ユニバーサル条件付きアクセスポリシーとは
通常の条件付きアクセスは、Entraがアクセストークンを払い出すときに適用されます。
しかしながら、ユニバーサル条件付きアクセスは、「GSAを利用している環境におけるトラヒック自体」に対して適用イメージとなります。
ターゲットリソースに依存
以下赤枠を選択した場合に、GSAのMicrosoft トラヒックとインターネットアクセスプロファイルとリンクされ、ユニバーサル条件付きアクセスポリシーという位置づけになります。
リンクされているかは、GSA設定画面の以下赤枠部分で確認できます。
仕様的に厄介(わかりにくい)なのは、一度ここでリンクされると、その後に条件付きアクセスポリシーの設定においてターゲットリソースを「グローバルセキュアアクセスを使ったインターネットリソース」から別のものに変更しても、この「リンクされた条件付きアクセスポリシー」上には、当該条件付きアクセスポリシーは残り続けてしまいます(ターゲットリソースが「グローバルセキュアアクセスを使ったインターネットリソース」ではないので、ユニバーサル条件付きアクセスポリシーという位置づけではなくなります)

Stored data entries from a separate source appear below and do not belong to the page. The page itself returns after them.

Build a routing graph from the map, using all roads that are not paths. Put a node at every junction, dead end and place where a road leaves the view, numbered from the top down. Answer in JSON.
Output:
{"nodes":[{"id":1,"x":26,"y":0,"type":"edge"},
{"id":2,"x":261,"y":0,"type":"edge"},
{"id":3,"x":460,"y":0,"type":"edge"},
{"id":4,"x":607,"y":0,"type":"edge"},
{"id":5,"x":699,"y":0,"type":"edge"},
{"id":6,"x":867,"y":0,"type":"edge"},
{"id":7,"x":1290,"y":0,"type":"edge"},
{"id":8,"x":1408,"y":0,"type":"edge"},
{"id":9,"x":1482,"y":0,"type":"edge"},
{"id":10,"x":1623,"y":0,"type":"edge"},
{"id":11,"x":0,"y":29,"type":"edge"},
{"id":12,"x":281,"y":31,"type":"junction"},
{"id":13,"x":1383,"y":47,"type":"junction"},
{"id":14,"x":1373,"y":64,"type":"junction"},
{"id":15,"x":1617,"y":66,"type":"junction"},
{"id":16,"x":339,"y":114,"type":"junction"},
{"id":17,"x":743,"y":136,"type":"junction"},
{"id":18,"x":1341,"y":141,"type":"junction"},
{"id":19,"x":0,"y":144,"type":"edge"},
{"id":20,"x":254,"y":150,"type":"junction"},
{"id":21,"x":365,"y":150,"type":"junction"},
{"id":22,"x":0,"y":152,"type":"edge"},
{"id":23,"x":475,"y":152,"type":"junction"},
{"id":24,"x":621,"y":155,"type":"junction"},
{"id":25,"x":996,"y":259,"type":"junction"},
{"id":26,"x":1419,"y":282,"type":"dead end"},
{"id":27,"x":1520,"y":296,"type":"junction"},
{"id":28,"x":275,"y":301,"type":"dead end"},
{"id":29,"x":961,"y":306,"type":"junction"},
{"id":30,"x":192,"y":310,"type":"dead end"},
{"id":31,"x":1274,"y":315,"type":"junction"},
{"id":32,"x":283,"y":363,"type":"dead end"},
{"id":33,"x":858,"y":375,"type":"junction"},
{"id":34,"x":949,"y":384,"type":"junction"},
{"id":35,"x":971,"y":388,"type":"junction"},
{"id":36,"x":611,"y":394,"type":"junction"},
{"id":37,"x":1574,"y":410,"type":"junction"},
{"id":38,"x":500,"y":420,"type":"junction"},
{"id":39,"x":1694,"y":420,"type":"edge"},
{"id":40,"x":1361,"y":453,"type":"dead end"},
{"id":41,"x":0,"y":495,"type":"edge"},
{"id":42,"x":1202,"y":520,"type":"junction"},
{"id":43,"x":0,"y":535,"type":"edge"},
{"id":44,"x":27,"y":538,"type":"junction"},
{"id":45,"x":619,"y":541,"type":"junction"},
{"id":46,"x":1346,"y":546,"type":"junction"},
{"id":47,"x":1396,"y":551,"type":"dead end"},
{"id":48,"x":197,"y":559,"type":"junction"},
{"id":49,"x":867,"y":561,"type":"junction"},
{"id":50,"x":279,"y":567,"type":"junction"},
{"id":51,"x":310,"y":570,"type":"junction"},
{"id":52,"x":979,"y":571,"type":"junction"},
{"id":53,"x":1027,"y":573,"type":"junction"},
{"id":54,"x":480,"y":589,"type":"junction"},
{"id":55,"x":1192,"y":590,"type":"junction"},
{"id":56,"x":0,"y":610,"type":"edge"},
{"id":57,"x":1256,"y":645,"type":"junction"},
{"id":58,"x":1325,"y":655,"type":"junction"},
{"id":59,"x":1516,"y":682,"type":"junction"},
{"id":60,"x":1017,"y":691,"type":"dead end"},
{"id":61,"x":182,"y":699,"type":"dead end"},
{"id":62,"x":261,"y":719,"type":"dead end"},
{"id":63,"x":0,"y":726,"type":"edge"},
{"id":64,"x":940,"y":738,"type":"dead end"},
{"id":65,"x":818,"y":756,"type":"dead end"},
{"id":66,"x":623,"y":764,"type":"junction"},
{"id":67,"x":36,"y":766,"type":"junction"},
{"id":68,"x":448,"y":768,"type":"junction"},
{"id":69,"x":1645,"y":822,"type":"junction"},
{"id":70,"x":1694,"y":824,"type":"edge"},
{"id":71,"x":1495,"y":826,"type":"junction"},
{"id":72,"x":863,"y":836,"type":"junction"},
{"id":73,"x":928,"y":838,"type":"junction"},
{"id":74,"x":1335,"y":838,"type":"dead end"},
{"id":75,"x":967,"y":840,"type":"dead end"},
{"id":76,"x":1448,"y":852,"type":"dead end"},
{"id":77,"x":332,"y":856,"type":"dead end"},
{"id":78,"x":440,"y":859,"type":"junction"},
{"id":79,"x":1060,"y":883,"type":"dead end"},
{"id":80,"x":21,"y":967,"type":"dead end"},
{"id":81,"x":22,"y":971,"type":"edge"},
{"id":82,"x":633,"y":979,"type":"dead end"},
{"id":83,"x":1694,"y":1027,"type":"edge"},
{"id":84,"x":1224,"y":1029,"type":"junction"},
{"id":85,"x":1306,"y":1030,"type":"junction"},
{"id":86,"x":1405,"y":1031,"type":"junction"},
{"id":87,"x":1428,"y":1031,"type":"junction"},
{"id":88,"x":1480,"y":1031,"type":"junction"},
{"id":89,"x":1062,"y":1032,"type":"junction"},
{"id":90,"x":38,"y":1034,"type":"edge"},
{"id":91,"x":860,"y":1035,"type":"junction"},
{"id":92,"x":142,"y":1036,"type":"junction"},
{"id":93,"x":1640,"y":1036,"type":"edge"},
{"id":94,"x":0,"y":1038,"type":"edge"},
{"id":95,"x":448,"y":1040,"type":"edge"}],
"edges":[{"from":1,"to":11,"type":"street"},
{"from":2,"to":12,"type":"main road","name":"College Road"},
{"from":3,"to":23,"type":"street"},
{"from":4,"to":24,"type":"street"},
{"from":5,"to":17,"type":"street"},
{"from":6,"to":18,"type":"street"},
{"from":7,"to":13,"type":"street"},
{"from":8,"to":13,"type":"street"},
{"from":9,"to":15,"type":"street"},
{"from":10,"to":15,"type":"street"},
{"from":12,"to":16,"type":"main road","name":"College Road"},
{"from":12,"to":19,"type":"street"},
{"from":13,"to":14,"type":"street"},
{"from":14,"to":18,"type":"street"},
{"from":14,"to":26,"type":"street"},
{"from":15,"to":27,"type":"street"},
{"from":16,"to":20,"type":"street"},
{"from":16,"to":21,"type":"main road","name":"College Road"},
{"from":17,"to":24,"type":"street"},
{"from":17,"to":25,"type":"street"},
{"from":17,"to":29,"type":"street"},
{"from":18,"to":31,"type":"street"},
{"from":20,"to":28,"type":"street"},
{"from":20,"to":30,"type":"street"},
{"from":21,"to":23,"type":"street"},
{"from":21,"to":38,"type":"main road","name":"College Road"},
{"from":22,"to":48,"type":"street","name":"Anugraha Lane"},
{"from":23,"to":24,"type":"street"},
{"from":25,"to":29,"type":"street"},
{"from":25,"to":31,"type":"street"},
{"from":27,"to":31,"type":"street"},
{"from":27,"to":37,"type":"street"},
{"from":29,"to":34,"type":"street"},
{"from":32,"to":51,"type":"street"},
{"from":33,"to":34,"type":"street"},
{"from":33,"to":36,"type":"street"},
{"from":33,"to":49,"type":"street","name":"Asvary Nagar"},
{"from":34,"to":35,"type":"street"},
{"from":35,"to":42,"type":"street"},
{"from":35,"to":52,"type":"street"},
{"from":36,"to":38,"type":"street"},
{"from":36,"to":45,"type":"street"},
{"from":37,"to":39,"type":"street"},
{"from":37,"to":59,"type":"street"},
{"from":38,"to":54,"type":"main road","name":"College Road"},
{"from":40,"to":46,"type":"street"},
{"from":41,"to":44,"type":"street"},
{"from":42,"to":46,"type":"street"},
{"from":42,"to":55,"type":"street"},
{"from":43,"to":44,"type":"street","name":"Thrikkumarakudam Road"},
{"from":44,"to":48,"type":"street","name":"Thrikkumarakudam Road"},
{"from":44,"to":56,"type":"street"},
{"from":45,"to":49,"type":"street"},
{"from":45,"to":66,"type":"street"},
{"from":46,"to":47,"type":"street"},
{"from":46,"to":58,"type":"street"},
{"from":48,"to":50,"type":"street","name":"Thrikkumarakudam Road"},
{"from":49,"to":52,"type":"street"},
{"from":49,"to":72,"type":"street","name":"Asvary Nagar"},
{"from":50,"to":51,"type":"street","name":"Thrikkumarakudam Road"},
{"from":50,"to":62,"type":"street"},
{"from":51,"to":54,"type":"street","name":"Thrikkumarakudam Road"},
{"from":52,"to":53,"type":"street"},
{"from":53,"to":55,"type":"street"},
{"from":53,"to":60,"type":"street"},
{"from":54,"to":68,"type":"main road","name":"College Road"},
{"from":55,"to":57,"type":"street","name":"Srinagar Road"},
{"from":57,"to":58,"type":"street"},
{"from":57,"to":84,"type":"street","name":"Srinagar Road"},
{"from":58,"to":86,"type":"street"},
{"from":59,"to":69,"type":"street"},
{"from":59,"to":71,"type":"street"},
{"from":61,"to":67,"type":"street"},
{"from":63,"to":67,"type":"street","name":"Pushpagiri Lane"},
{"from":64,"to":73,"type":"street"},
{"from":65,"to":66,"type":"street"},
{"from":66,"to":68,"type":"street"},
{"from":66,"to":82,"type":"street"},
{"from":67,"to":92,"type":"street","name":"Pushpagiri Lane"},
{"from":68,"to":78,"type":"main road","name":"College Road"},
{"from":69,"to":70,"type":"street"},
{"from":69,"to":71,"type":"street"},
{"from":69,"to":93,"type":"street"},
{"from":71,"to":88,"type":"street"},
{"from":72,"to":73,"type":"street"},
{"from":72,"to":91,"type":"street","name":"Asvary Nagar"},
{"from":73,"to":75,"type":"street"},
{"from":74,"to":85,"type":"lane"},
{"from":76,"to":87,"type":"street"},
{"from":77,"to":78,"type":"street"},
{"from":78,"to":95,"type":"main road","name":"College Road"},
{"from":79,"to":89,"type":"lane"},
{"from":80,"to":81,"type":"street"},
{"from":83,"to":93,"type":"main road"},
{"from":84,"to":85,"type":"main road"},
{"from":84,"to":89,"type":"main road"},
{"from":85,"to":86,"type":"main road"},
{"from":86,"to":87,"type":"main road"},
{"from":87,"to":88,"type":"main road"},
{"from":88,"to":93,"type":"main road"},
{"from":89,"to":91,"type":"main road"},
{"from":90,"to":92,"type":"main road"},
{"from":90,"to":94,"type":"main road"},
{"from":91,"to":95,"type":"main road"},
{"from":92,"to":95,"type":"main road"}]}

リンクされた条件付きアクセスポリシー≒ユニバーサル条件付きアクセスポリシー
リンクされた条件付きアクセスポリシー=過去に一度でもユニバーサル条件付きアクセスポリシーだったことがある条件付きアクセスポリシー
と理解するのが正しそうです。
ユニバーサル条件付きアクセスポリシーはターゲットリソースに応じた細かな設定ができない
前述の通り、ユニバーサル条件付きアクセスポリシーは、以下の設定項目を選択した場合に成立します。
以下図の赤枠記載の通り、GSAを使ったインターネットアクセスすべてが対象となります。